Пришвин искренне веровал и стремился к соединению православия и коммунизма, и хотя и к тому и к другому в их реальном историческом бытовании относился критически и утверждал необходимость третьего пути («Третье же понимание – это мое понимание, религиозное, принимающее ответственность за внешнее бытие человека на земле»), именно о коммунизме он искренне писал: «Как выдуманная семья привела меня к настоящей любви, так и выдуманный коммунизм должен привести к живому, настоящему».
А о церкви:
«Был разговор:
Я: – Столько церковь молилась, а зла не убыло.
Л.: – Много молилась, но мало делала: вера без дел мертва. Вот почему сейчас люди оставили молитвы и обратились к делам».
И для того чтобы церковь и коммунизм соединить, найти общие точки их соприкосновения, пускался, сознательно или нет, на искажение христианства, включая самую сокровенную его молитву, в которой произвольно переставлял слова:
«С особенной, небывалой в жизни своей ясностью Сергей Мироныч подумал:
«Нехитрая штука заморить себя на земле для жизни небесной. Трудно, и в том и есть сила человека, чтобы на земле жизнь устроить, как на небе».
И повторил много раз заученное с далекого детства из «Отче наш»:
«На земли, яко на небеси».
Каждый раз, повторяя, дивился он новому смыслу древней молитвы и не понимал сейчас, как это он мог тысячу раз за жизнь свою прочитать «Отче наш» и не заметить простого смысла таких простых слов: устраивать самому человеку разумную жизнь у себя на земле так, как представляется она совершенной далеко от нас где-то на небе». [1096]
1096
В «Отче наш» – «Да будет воля Твоя яко на небеси и на земли». Разница более чем существенная – и ни слова об устройстве жизни на земле на небесный лад.
Теперь, в соответствии с переделанной «древней» молитвой, жизненную задачу старейший писатель видел в делах и в утверждении этого пути переустройства: «В Союзе писателей катастрофа с рассказом, и я им ответил, что не меньшая катастрофа у нас и с романом, превратившимся в очерк, и что надо не жанр проповедовать, а коммунизм, и что если бы я был моложе, то повел бы проповедь коммунизма, и не в учреждении, а у себя на дому, и так вышло бы лучше, чем при посредстве пропаганды жанра».
Был ли он искренен в этих речах или так же по старой памяти дурачил слушателей, как дурачил их двадцать лет назад, в 1932 году, на первом Пленуме оргкомитета Союза советских писателей, приветствуя на словах ударников от литературы и в душе самозванцев презирая? Как знать, но только если и была это маска, то слишком уж привычная для того, кто эту маску носил.

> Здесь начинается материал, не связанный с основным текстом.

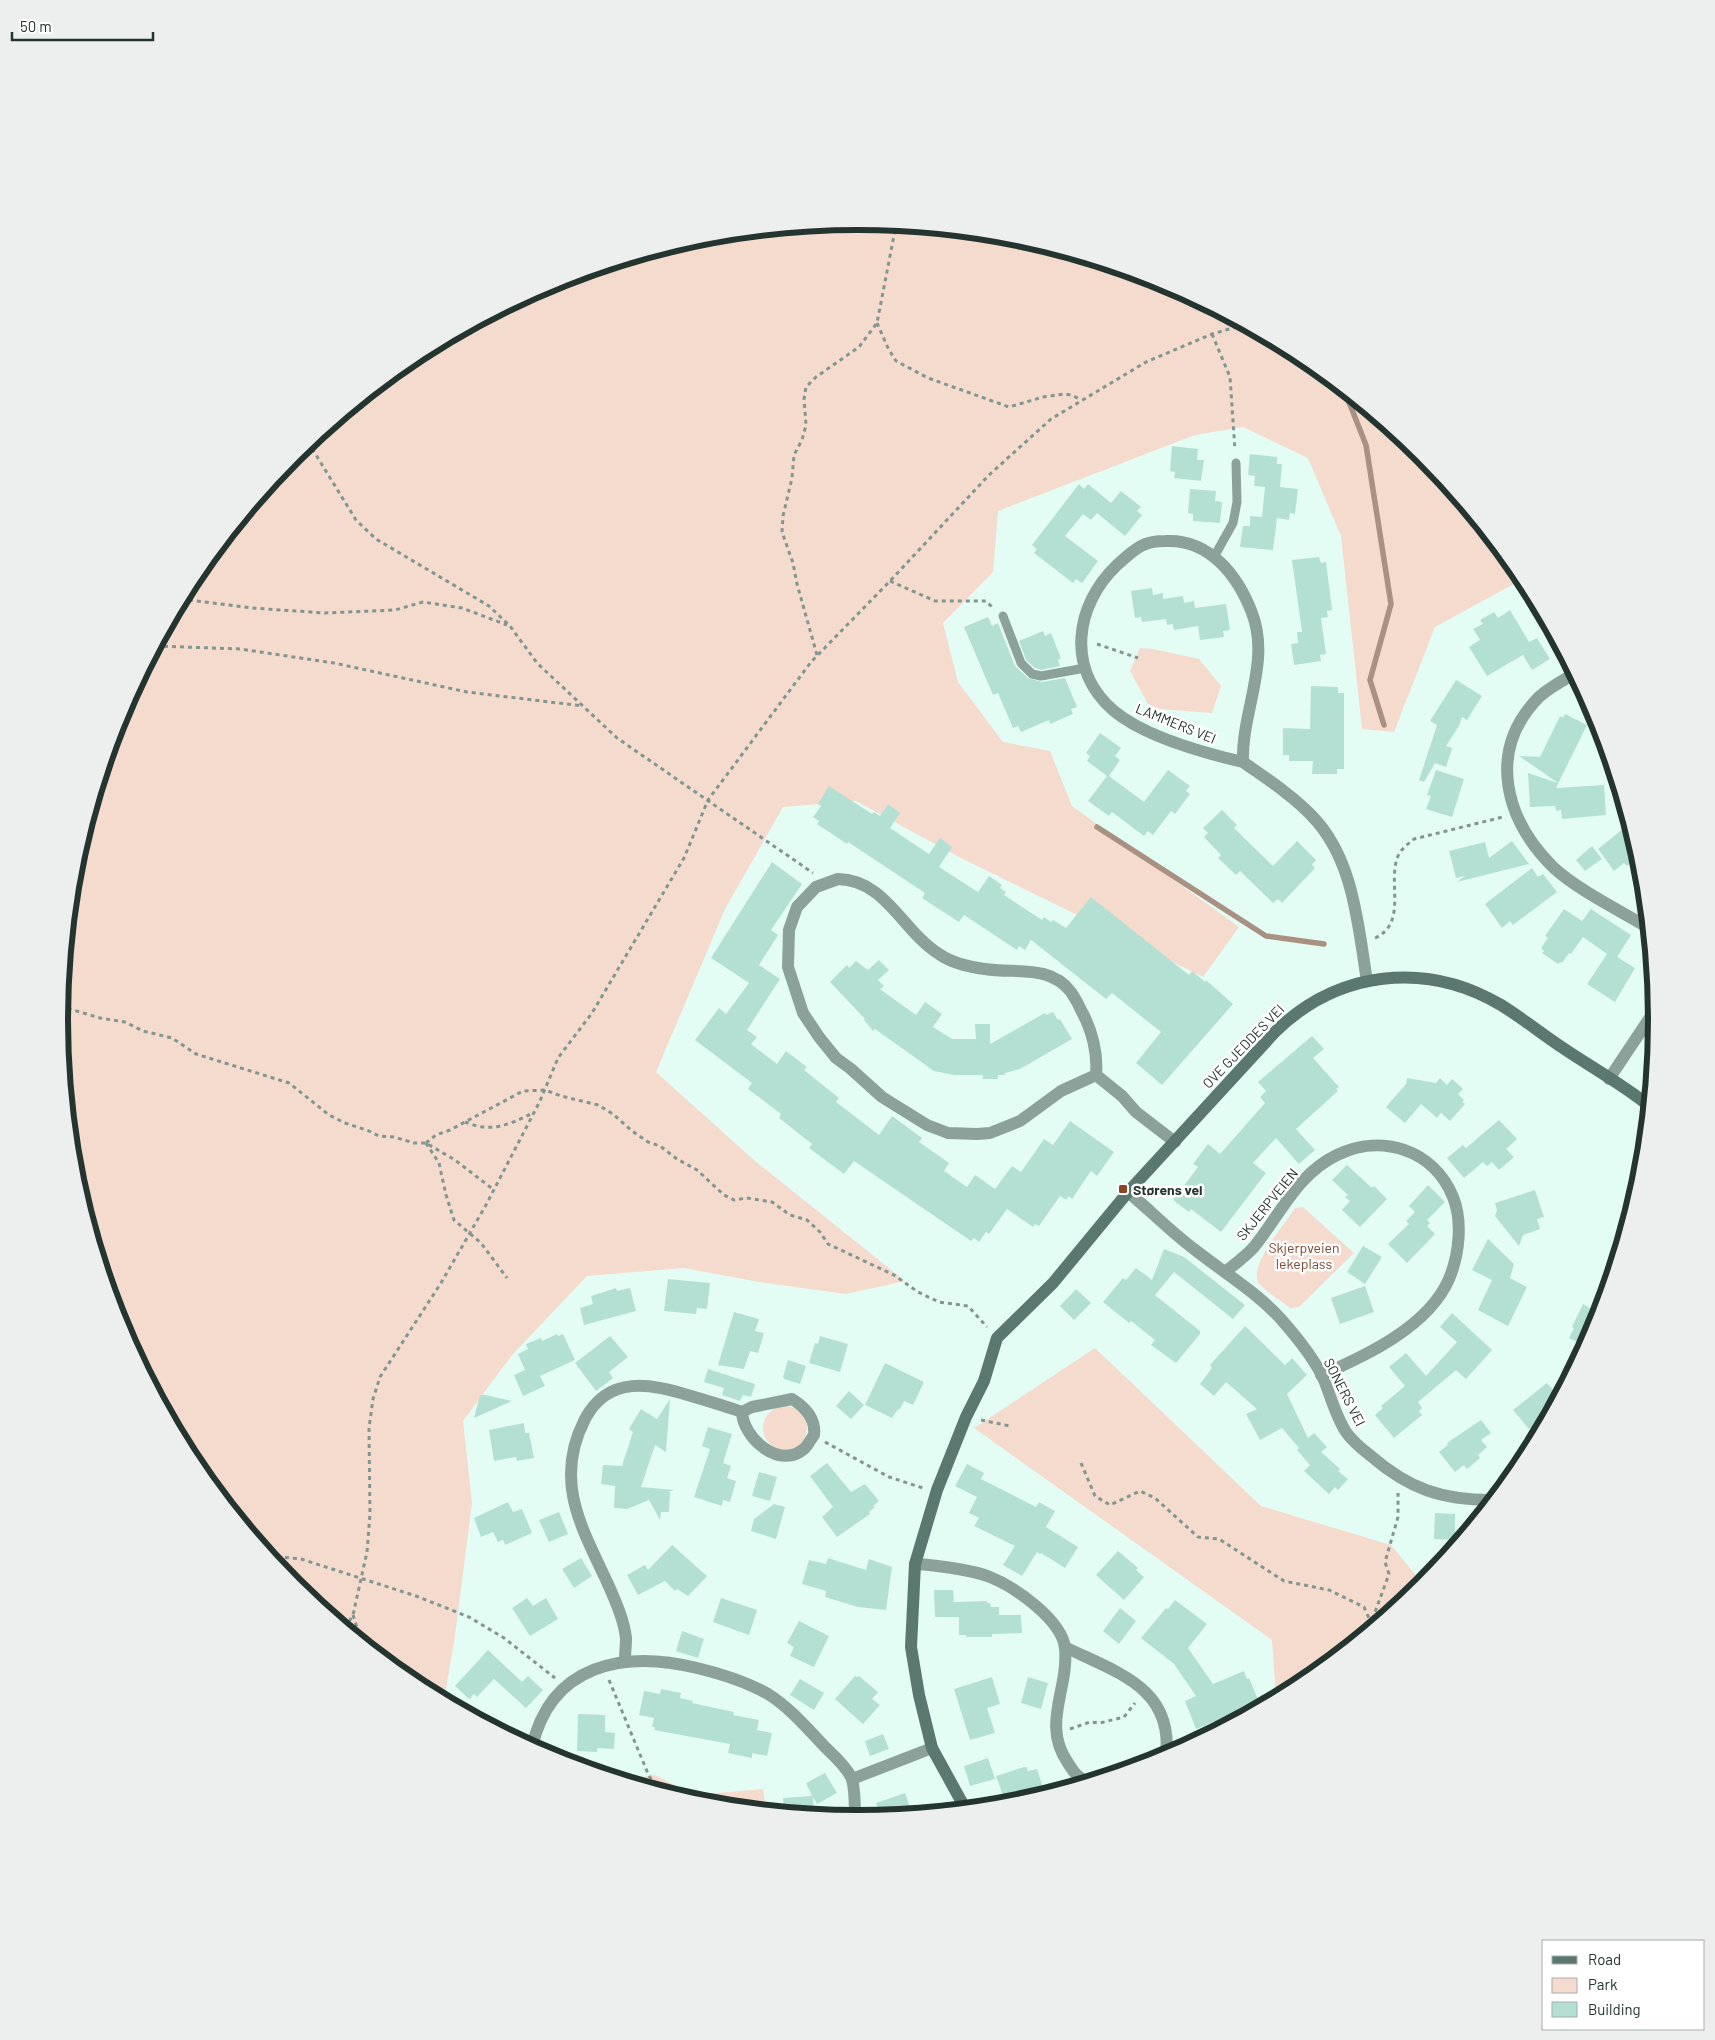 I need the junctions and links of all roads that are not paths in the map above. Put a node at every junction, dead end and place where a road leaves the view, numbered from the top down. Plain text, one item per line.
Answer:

Пришвин жил или, по крайней мере, стремился жить в последние годы в двух измерениях: «Художник должен чувствовать вечность и в то же самое время быть современным. Без чувства вечности невозможны прочные вещи, без чувства современности – художник останется непризнанным». [1097]
В известном смысле его Дневник был завещанием на будущее, вкладом в вечность, произведения последних лет – в современность, и был момент, совершенно неожиданный на первый взгляд, когда последнее стало волновать его больше первого.
1097
Пришвин М. М. Собр. соч.: В 6 т. Т. 5. С. 514.
«Так, значит, я написал несколько томов дневников, драгоценных книг на время после моей смерти. Мне, однако, остается большая работа для отделки этих книг. И вот моя рабочая жизнь разделяется теперь на две части: одна часть для печати при моей жизни, другая – после. Вопрос: какой частью работы я больше дорожу, той большой, которая будет напечатана после меня, или той маленькой, которая еще может быть написана и напечатана при мне».
Казалось бы, ответ для писателя, а особенно для Пришвина, с его дневниковыми сокровищами, накопленными за полвека каждодневного подвижнического труда, с его драгоценными тетрадками, которые он спасал еще в 1909 году от пожара в Брыни, пожертвовав прочим имуществом, которые, рискуя жизнью, вел в самые страшные годы революции и террора; тетрадки, которые сами спасли его в 1919 году во время мамонтовского нашествия в Ельце, которые прятал он в разрезанной резиновой лодке, закопанной в землю, во время Великой Отечественной войны, – ответ, казалось бы, очевиден: «Мои тетрадки есть мое оправдание».